[Required work] Filter this data down to the lines that hold "canvas", and copy them.

[Data records]
········

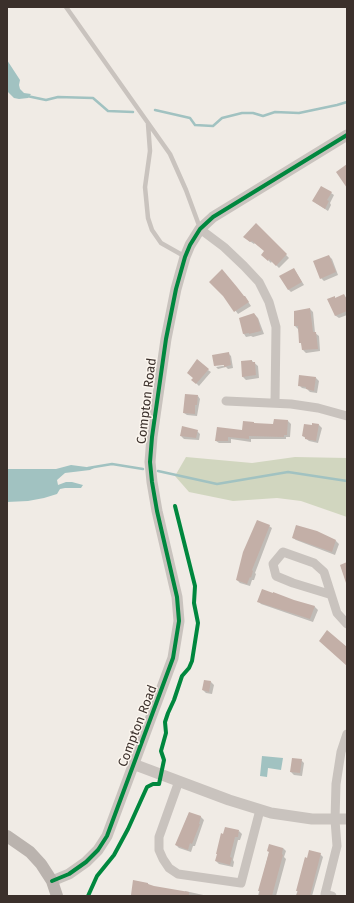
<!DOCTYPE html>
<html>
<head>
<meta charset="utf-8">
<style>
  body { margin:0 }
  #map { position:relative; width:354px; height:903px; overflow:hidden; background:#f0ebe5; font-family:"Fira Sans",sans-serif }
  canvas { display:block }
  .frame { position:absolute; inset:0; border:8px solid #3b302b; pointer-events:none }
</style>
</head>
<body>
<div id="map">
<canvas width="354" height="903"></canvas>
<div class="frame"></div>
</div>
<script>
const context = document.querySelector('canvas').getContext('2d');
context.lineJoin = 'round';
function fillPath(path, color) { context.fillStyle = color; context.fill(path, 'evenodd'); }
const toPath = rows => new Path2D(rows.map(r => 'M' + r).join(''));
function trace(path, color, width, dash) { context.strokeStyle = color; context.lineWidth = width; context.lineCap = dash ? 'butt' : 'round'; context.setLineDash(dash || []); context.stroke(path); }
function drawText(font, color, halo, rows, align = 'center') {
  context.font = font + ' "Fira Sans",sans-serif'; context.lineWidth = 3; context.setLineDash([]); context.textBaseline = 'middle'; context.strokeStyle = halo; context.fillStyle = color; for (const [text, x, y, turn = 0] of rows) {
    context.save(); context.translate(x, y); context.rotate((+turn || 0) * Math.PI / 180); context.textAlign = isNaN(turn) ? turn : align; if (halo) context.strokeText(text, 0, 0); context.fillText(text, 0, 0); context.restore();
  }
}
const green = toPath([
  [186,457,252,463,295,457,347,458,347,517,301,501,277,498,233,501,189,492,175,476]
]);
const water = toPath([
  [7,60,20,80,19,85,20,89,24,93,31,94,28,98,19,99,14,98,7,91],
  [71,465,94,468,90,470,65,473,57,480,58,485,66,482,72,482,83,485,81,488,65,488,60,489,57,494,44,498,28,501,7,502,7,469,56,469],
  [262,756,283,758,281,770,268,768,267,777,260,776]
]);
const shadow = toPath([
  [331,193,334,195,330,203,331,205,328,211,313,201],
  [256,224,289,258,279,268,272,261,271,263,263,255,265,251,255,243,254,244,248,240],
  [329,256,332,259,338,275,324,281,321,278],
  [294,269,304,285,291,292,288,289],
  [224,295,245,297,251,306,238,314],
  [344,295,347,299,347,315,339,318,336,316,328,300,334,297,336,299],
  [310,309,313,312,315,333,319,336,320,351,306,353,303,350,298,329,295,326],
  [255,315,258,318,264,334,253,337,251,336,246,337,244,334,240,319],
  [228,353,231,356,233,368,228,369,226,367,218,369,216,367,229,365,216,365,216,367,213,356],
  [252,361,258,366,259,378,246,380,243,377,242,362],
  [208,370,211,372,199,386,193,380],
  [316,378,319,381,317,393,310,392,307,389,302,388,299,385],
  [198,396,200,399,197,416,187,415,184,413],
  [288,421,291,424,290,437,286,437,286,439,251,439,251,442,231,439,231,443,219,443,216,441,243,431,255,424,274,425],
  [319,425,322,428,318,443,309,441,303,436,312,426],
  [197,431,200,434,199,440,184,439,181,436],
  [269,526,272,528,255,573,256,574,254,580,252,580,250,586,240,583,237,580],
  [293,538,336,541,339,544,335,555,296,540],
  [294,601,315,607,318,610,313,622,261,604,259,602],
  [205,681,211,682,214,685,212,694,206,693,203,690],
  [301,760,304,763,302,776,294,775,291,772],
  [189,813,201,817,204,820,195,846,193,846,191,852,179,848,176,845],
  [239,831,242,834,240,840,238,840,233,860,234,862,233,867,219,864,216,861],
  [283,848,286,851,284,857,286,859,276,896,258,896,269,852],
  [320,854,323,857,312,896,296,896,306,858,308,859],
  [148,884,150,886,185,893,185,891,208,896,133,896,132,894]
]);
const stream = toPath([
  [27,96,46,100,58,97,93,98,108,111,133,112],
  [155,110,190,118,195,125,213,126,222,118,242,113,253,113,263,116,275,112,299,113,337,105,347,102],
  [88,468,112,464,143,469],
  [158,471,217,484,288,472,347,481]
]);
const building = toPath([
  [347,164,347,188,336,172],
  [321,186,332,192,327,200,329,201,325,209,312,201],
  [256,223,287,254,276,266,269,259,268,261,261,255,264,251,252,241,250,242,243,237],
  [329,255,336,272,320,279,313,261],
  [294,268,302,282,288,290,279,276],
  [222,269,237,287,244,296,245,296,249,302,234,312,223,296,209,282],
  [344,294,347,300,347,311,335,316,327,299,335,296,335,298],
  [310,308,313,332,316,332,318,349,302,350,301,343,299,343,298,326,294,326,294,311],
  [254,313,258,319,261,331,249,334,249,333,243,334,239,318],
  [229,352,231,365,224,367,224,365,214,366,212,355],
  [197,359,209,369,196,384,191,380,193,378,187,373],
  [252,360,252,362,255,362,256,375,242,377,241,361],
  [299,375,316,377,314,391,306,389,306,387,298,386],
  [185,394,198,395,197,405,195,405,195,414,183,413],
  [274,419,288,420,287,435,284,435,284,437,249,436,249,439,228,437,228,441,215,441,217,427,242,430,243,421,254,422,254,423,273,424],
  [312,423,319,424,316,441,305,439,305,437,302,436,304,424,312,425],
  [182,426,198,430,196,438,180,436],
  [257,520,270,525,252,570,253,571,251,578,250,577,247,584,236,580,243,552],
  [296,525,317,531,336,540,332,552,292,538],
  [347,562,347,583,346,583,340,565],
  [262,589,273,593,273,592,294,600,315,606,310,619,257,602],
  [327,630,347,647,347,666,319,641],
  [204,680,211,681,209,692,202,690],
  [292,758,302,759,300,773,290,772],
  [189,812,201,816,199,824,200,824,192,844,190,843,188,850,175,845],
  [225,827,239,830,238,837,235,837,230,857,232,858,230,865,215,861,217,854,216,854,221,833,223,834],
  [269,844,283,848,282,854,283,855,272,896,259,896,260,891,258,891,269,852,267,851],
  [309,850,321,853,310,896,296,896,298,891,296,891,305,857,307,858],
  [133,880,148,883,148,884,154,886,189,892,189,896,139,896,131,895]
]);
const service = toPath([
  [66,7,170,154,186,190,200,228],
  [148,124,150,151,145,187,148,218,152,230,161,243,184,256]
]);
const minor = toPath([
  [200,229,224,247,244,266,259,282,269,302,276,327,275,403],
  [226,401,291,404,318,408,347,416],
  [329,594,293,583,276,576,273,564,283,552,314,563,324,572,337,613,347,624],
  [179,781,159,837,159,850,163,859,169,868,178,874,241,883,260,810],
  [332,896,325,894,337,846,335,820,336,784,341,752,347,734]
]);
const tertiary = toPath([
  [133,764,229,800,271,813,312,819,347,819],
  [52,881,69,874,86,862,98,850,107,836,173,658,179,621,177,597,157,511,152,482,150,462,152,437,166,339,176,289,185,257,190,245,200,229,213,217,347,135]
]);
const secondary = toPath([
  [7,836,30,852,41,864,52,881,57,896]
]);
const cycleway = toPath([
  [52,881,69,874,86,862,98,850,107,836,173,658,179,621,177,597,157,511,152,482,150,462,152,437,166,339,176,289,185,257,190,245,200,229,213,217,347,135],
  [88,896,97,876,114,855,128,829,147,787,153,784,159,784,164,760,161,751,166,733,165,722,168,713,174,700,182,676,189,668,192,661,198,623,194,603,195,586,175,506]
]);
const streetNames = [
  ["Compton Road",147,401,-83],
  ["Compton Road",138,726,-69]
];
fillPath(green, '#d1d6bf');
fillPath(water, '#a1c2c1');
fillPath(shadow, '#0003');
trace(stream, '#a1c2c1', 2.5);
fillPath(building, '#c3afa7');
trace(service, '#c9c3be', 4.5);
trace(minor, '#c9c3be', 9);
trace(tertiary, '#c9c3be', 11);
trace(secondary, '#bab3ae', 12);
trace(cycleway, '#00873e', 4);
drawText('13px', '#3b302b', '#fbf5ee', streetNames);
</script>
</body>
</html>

········

[Task answer]
  canvas { display:block }
<canvas width="354" height="903"></canvas>
const context = document.querySelector('canvas').getContext('2d');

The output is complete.